DATA RECORDS Block Start
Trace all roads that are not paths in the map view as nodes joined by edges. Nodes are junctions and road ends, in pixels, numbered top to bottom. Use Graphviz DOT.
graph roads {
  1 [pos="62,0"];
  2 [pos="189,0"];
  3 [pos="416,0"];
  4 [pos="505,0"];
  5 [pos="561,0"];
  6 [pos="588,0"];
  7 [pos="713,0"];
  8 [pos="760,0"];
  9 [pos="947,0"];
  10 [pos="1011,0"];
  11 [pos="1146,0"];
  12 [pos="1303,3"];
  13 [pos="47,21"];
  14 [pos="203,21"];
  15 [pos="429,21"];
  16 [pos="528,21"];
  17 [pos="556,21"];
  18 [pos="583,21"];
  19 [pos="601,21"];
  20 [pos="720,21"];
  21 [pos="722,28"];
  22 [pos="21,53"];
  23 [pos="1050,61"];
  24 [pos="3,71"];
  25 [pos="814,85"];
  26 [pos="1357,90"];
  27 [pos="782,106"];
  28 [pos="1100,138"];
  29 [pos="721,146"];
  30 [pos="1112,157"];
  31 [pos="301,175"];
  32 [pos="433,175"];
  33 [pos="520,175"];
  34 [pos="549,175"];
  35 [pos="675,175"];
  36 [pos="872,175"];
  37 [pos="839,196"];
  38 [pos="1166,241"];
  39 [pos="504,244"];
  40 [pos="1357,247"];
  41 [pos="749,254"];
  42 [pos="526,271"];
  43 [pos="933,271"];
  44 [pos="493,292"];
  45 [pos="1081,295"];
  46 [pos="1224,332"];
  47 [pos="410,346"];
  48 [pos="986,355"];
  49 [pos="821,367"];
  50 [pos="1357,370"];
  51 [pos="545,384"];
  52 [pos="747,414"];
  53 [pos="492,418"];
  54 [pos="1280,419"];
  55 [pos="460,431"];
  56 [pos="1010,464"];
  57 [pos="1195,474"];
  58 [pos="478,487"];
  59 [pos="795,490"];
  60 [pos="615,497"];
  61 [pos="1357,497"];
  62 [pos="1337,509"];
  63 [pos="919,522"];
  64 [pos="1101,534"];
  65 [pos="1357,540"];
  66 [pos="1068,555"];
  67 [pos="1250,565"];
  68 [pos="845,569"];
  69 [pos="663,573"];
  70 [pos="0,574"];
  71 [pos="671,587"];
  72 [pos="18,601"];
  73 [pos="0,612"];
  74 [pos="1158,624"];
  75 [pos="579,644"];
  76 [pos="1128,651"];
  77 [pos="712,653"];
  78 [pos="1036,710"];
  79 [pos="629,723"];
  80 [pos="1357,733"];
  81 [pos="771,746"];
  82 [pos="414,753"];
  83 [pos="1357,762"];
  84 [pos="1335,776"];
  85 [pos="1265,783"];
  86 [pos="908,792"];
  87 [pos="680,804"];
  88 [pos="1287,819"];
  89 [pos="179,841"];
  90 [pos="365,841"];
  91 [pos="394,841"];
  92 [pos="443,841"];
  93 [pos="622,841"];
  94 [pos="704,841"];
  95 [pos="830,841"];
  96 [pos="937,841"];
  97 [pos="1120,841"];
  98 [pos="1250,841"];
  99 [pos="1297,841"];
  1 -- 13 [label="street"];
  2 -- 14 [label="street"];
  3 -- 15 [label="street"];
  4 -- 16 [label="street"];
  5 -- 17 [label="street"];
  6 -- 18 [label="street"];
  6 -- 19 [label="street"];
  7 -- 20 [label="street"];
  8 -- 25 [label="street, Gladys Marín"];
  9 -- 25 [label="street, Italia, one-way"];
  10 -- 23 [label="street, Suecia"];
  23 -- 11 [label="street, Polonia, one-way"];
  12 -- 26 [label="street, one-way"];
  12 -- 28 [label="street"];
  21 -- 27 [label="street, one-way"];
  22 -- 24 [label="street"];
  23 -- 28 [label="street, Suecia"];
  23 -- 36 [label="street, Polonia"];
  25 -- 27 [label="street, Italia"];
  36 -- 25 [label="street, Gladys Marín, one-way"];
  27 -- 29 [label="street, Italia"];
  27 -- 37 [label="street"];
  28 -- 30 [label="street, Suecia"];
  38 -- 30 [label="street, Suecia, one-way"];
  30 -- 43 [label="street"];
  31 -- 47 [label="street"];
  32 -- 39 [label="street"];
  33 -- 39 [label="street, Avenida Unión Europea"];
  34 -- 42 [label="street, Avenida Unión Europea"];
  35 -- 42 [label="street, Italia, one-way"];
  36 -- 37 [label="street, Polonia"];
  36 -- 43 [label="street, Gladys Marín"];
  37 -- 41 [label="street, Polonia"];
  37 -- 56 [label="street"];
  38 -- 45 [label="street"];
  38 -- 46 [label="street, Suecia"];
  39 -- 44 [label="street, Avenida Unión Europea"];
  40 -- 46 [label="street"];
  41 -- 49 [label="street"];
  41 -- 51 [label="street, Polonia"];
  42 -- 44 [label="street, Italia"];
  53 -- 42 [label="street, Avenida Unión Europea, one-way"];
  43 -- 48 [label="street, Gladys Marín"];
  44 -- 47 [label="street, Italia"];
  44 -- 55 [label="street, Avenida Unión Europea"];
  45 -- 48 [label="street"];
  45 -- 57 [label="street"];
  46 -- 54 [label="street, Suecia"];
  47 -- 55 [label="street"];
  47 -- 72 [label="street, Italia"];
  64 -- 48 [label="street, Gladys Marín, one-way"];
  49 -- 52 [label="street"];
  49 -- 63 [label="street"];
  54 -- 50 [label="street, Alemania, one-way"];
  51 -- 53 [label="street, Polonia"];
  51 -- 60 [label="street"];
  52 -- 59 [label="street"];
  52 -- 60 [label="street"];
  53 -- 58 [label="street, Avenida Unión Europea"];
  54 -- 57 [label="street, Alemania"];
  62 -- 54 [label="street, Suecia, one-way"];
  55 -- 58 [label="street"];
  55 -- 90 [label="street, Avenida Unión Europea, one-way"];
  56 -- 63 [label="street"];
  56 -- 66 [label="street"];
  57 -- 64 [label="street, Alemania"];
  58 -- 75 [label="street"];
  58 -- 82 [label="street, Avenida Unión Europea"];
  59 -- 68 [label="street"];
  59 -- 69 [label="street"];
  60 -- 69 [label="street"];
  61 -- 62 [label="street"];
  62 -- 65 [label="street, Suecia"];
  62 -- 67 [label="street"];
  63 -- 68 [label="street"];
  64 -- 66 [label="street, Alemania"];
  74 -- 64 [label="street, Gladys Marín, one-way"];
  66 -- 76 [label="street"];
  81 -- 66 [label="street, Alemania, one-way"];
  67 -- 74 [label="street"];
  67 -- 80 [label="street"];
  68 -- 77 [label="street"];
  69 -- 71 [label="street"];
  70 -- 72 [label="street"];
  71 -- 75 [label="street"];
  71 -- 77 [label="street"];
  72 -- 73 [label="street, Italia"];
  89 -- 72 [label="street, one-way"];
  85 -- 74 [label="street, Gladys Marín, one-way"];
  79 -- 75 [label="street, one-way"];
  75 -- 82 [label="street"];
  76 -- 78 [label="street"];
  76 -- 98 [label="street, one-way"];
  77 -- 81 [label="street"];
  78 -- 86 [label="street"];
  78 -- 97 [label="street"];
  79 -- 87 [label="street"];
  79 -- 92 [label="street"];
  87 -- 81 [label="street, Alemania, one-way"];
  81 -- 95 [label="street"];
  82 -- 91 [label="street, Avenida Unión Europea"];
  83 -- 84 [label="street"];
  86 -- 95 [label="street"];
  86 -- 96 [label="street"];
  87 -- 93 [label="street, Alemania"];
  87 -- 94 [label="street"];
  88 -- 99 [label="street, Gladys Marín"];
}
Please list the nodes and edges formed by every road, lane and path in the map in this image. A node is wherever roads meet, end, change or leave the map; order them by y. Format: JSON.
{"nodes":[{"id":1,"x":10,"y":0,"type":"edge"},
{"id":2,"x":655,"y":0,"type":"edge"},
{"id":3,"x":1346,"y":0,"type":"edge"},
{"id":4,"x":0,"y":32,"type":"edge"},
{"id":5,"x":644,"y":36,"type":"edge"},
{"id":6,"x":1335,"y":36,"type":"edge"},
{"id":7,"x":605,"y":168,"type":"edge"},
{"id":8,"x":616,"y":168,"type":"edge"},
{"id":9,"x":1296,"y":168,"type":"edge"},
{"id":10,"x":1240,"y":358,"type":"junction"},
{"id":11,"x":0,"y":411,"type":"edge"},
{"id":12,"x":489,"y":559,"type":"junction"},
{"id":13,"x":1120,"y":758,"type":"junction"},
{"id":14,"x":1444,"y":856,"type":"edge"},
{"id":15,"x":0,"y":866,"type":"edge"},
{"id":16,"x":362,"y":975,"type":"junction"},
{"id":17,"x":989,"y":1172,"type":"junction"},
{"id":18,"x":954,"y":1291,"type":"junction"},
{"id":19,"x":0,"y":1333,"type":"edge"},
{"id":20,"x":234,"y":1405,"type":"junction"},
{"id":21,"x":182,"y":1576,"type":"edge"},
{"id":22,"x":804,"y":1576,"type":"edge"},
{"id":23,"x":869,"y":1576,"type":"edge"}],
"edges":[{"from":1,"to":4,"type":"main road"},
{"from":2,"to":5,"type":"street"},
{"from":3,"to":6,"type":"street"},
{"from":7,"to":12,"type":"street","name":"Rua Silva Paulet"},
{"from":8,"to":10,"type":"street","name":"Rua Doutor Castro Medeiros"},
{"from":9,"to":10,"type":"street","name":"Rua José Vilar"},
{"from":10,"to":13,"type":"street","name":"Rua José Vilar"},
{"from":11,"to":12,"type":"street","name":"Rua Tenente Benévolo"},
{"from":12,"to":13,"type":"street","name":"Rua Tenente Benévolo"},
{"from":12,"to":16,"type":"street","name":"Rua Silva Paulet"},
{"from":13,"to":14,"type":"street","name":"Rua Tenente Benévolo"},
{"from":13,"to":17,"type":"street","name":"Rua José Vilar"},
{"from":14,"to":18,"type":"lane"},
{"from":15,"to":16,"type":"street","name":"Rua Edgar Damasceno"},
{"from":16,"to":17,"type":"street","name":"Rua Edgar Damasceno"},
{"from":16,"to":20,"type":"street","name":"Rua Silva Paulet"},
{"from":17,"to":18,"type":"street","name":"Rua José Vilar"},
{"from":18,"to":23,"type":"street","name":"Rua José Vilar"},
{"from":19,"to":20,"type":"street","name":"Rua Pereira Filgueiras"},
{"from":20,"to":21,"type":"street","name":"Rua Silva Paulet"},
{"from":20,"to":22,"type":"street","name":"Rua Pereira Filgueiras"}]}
DATA RECORDS Block End
ASSIGNED TASK: Check each line of the material for "Benévolo". Copy the ones that have it.

EXERCISE SOLUTION:
{"from":11,"to":12,"type":"street","name":"Rua Tenente Benévolo"},
{"from":12,"to":13,"type":"street","name":"Rua Tenente Benévolo"},
{"from":13,"to":14,"type":"street","name":"Rua Tenente Benévolo"},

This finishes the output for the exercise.